Finger Recognition On The Kinect

The Kinect is awesome, but if you want to do anything at a higher resolution detecting a person’s limbs, you’re out of luck. [Chris McCormick] over at CogniMem has a great solution to this problem: use a neural network on a chip to recognize fingers with hardware already connected to your XBox.

The build uses the very cool CogniMem CM1K neural network on a chip trained to tell the difference between counting from one to four on a single hand, as well as an ‘a-okay’ sign, Vulcan greeting (shown above), and rocking out at a [Dio] concert. As [Chris] shows us in the video, these finger gestures can be used to draw on a screen and move objects using only an open palm and closed fist; not too far off from the Minority Report and Iron Man UIs.

If you’d like to duplicate this build, we found the CM1K neural network chip available here for a bit more than we’d be willing to pay. A neural net on a chip is an exceedingly cool device, but it looks like this build will have to wait for the Kinect 2 to make it down to the consumer and hobbyist arena.

You can check out the videos of Kinect finger recognition in action after the break with World of Goo and Google Maps.



9 thoughts on “Finger Recognition On The Kinect

  1. Hmm, apart from being an advert for the chip (which is pretty much expensive “unobtanium” anyway, “call for pricing” being a bad sign), the same application can be done in software. Neural net with 1024 neurons is not that computationally expensive, decent microcontroller can do it as well.
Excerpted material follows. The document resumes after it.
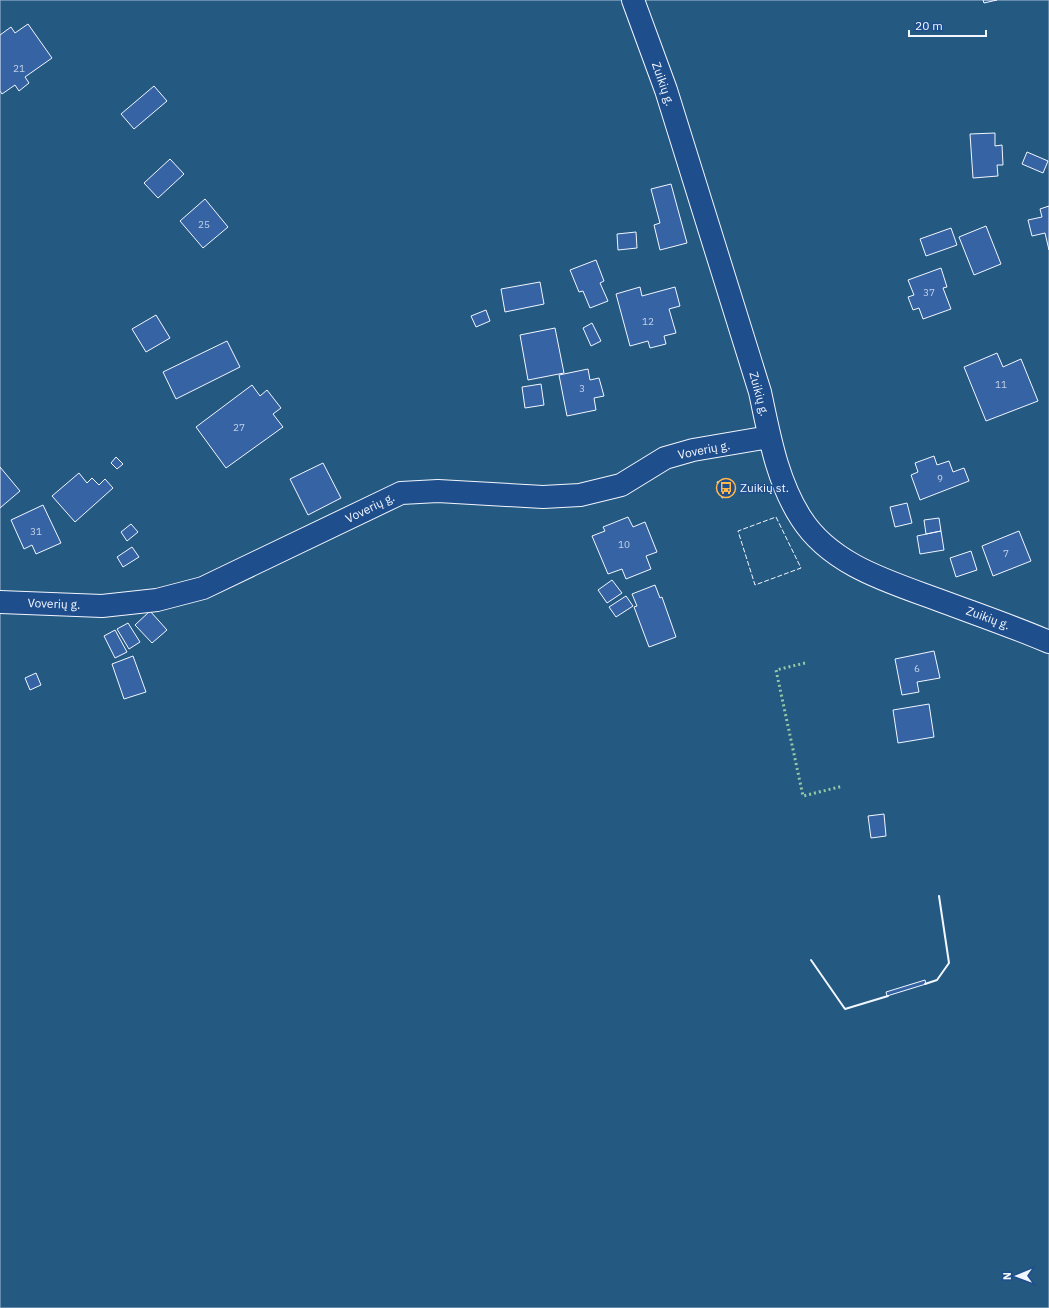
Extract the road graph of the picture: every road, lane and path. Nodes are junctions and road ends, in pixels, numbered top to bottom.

    The dedicated chip is perhaps a good solution for high speed processing when tied with something like a high-end FPGA (but then why not use the FPGA for it?), but it is an enormous overkill for something like 4 gestures with Kinect …

    1. >but it is an enormous overkill for something like 4 gestures with Kinect

      it barely does this with such a small number of neurons, limited to 16×16 picture and 3 layers.
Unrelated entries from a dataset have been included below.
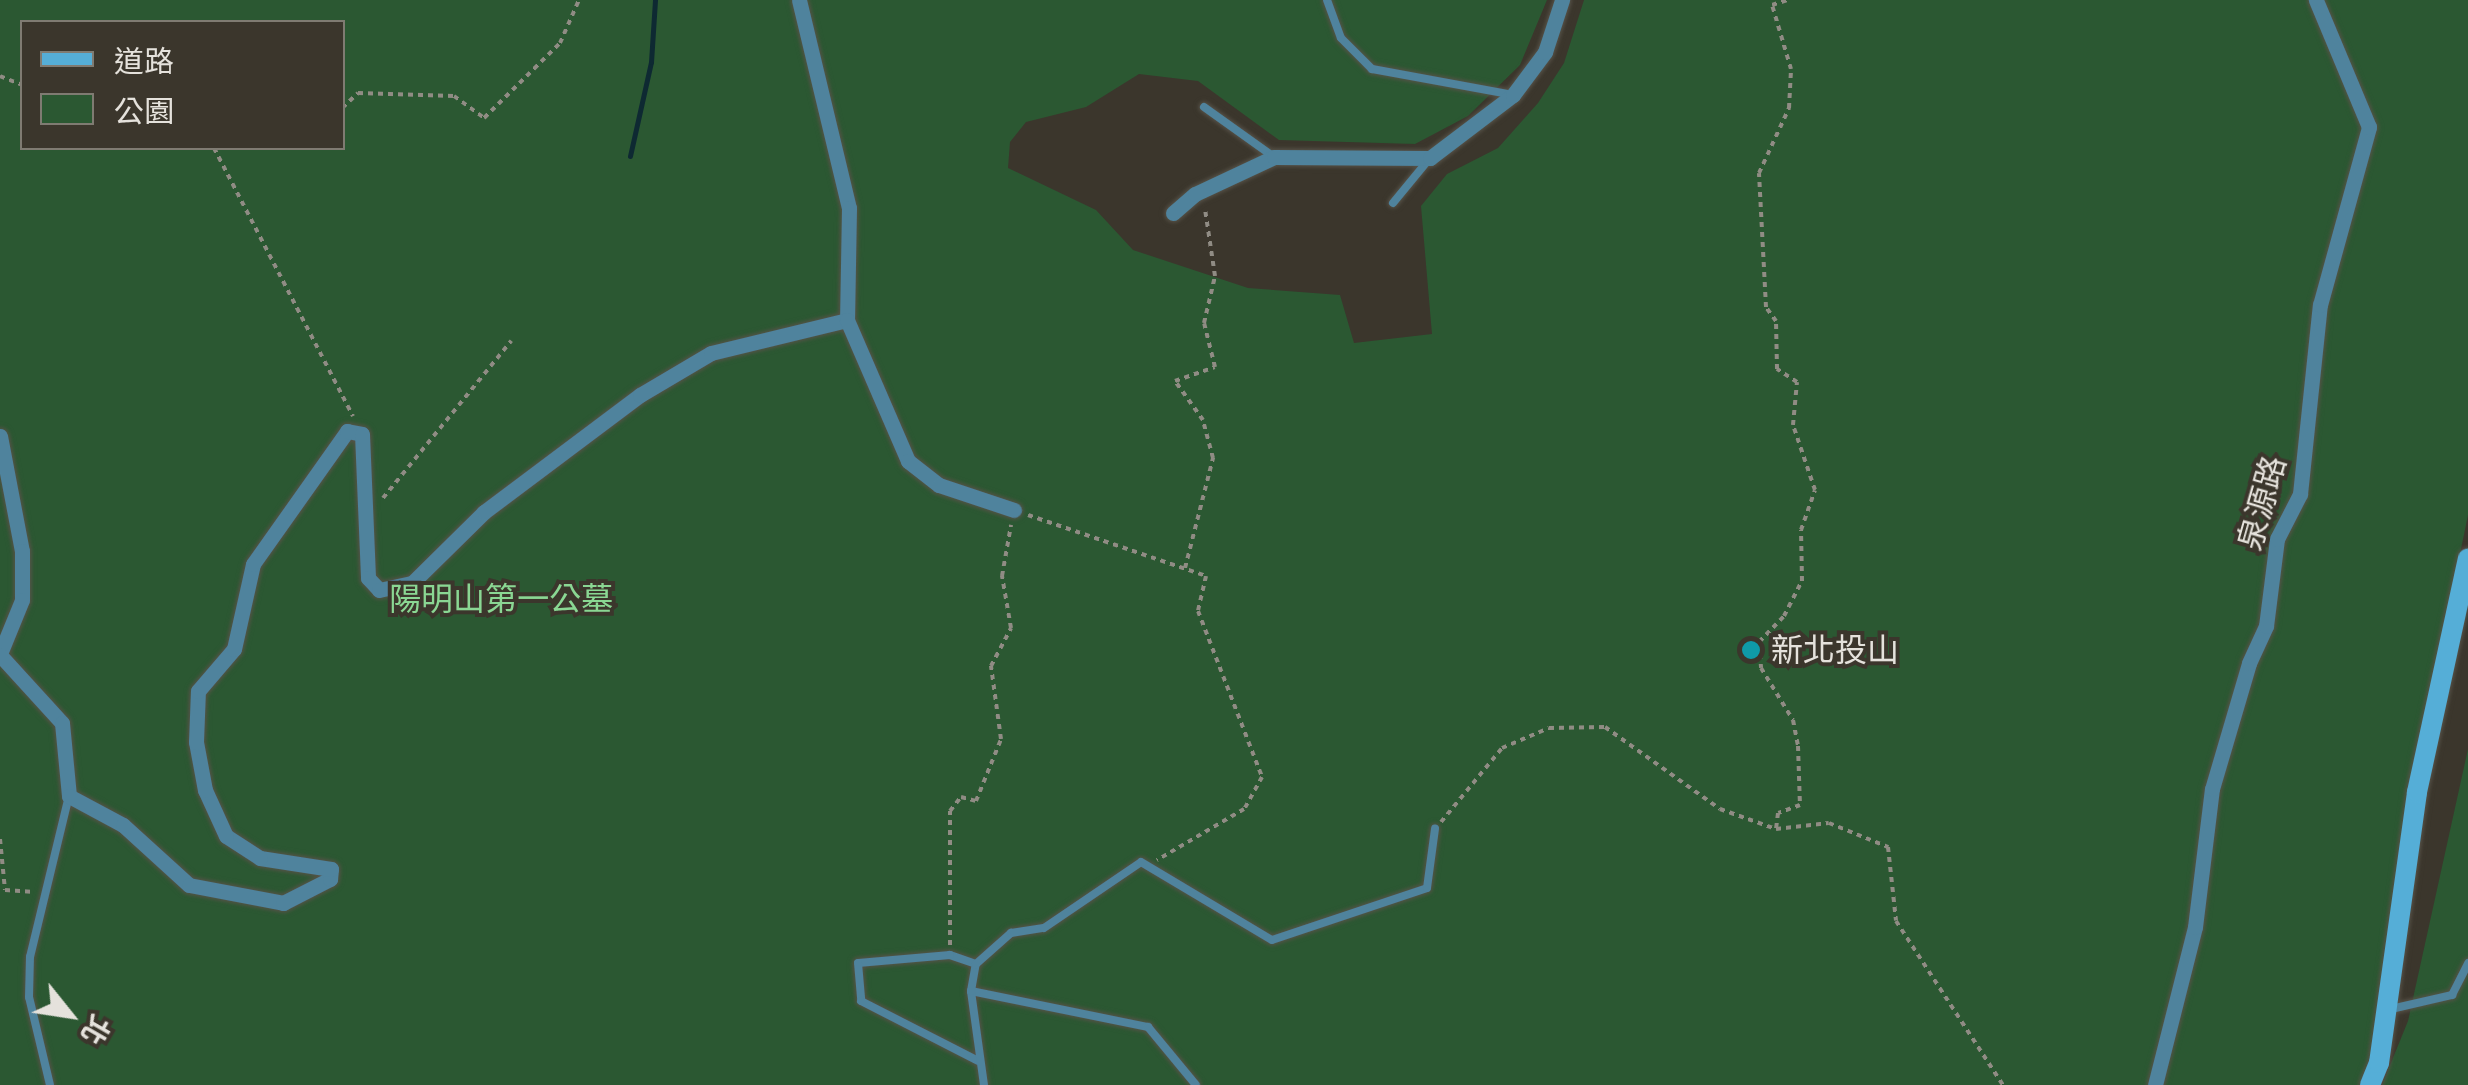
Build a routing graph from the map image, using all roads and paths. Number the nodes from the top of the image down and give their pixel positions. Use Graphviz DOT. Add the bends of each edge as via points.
graph roads {
  1 [pos="579,0"];
  2 [pos="799,0"];
  3 [pos="1327,0"];
  4 [pos="1562,0"];
  5 [pos="1787,0"];
  6 [pos="2316,0"];
  7 [pos="1512,95"];
  8 [pos="345,105"];
  9 [pos="1204,107"];
  10 [pos="214,150"];
  11 [pos="1274,157"];
  12 [pos="1430,158"];
  13 [pos="1205,189"];
  14 [pos="1393,202"];
  15 [pos="1172,214"];
  16 [pos="848,320"];
  17 [pos="511,341"];
  18 [pos="362,434"];
  19 [pos="0,436"];
  20 [pos="1014,510"];
  21 [pos="364,522"];
  22 [pos="2468,559"];
  23 [pos="1185,568"];
  24 [pos="0,655"];
  25 [pos="69,796"];
  26 [pos="1776,828"];
  27 [pos="1435,829"];
  28 [pos="0,839"];
  29 [pos="1152,865"];
  30 [pos="46,894"];
  31 [pos="950,955"];
  32 [pos="2468,963"];
  33 [pos="976,964"];
  34 [pos="971,992"];
  35 [pos="2386,1010"];
  36 [pos="978,1061"];
  37 [pos="50,1085"];
  38 [pos="984,1085"];
  39 [pos="1196,1085"];
  40 [pos="2002,1085"];
  41 [pos="2155,1085"];
  42 [pos="2370,1085"];
  1 -- 8 [label="path" via="560,43 484,118 454,96 358,93"];
  2 -- 16 [label="street" via="849,208"];
  3 -- 7 [label="lane" via="1340,38 1372,69"];
  4 -- 7 [label="street" via="1544,52"];
  5 -- 26 [label="path" via="1772,5 1791,69 1789,108 1759,173 1766,307 1776,321 1777,369 1797,382 1793,425 1815,490 1801,530 1802,581 1784,616 1759,642 1762,668 1793,720 1798,746 1800,805 1778,813"];
  6 -- 41 [label="street, 泉源路" via="2369,127 2320,304 2300,494 2277,539 2266,626 2212,789 2194,926"];
  7 -- 12 [label="street"];
  9 -- 11 [label="lane"];
  10 -- 18 [label="path"];
  11 -- 12 [label="street"];
  11 -- 13 [label="street"];
  12 -- 14 [label="lane"];
  13 -- 15 [label="street"];
  13 -- 23 [label="path" via="1215,276 1204,323 1215,366 1175,381 1203,420 1213,458"];
  16 -- 20 [label="street" via="908,461 939,484"];
  16 -- 21 [label="street" via="711,354 654,387 484,512 412,583 379,590 368,578"];
  17 -- 21 [label="path"];
  18 -- 21 [label="street"];
  18 -- 25 [label="street" via="347,432 334,445 253,564 234,650 208,675 195,713 205,790 226,836 260,858 323,864 330,879 268,904 189,886 123,824"];
  19 -- 24 [label="street" via="13,484 22,600"];
  20 -- 23 [label="path"];
  20 -- 31 [label="path" via="1002,576 1011,628 991,666 1001,739 976,800 961,797 950,811"];
  22 -- 35 [label="street" via="2416,792"];
  23 -- 29 [label="path" via="1206,576 1198,611 1262,777 1244,809 1174,845"];
  24 -- 25 [label="street" via="62,722"];
  25 -- 30 [label="lane"];
  26 -- 27 [label="path" via="1720,809 1605,727 1549,728 1502,748"];
  26 -- 40 [label="path" via="1829,823 1888,847 1896,922"];
  27 -- 29 [label="lane" via="1427,888 1272,940"];
  28 -- 30 [label="path" via="5,890"];
  29 -- 33 [label="lane" via="1141,862 1044,928 1011,933"];
  30 -- 37 [label="lane" via="30,957 29,997"];
  31 -- 33 [label="lane"];
  31 -- 36 [label="lane" via="858,962 861,1001"];
  32 -- 35 [label="lane" via="2452,995"];
  33 -- 34 [label="lane"];
  34 -- 36 [label="lane"];
  34 -- 39 [label="lane" via="1148,1026"];
  35 -- 42 [label="street"];
  36 -- 38 [label="lane"];
}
    1. Dedicated hardware has utility, and this basically equates to speed. However, the key is the training and classification steps, with all the usual accuracy/specificity/flase-pos/neg, etc. issues.

      Calling these weighted gates neurons is OK, I guess.

      Old school cats can think of this as a monster comparator with up to N outputs matching one or more results. Thus “state” is replaced with “weight” and obviously you could tune the weights.

      I read the manual – it’s a nice bit of kit, especially since it does video decode on the chip. I am impressed!

      But again, the secret is in the training. If you don’t mind wasting the $$ and time to build a proper training program, you could basically churn out your own version of this using a video frame store and some dedicated memory – and now your production costs drop from $150 to $35-$50 per unit, at the expense of slightly larger size.

      After all, it’s basically a giant PROM. This topic is very interesting, and it would be interesting to play with an eval board. This is one of the most interesting chips ever featured on HAD.

  2. Well considering they could have had tech like the kinect back in the Late 90’s i guess the kinect 2 with these features will be out around 2030 or so.
    Hey, maybe we will all be too busy with the VR we were promised back in the 90’s to even worry about it.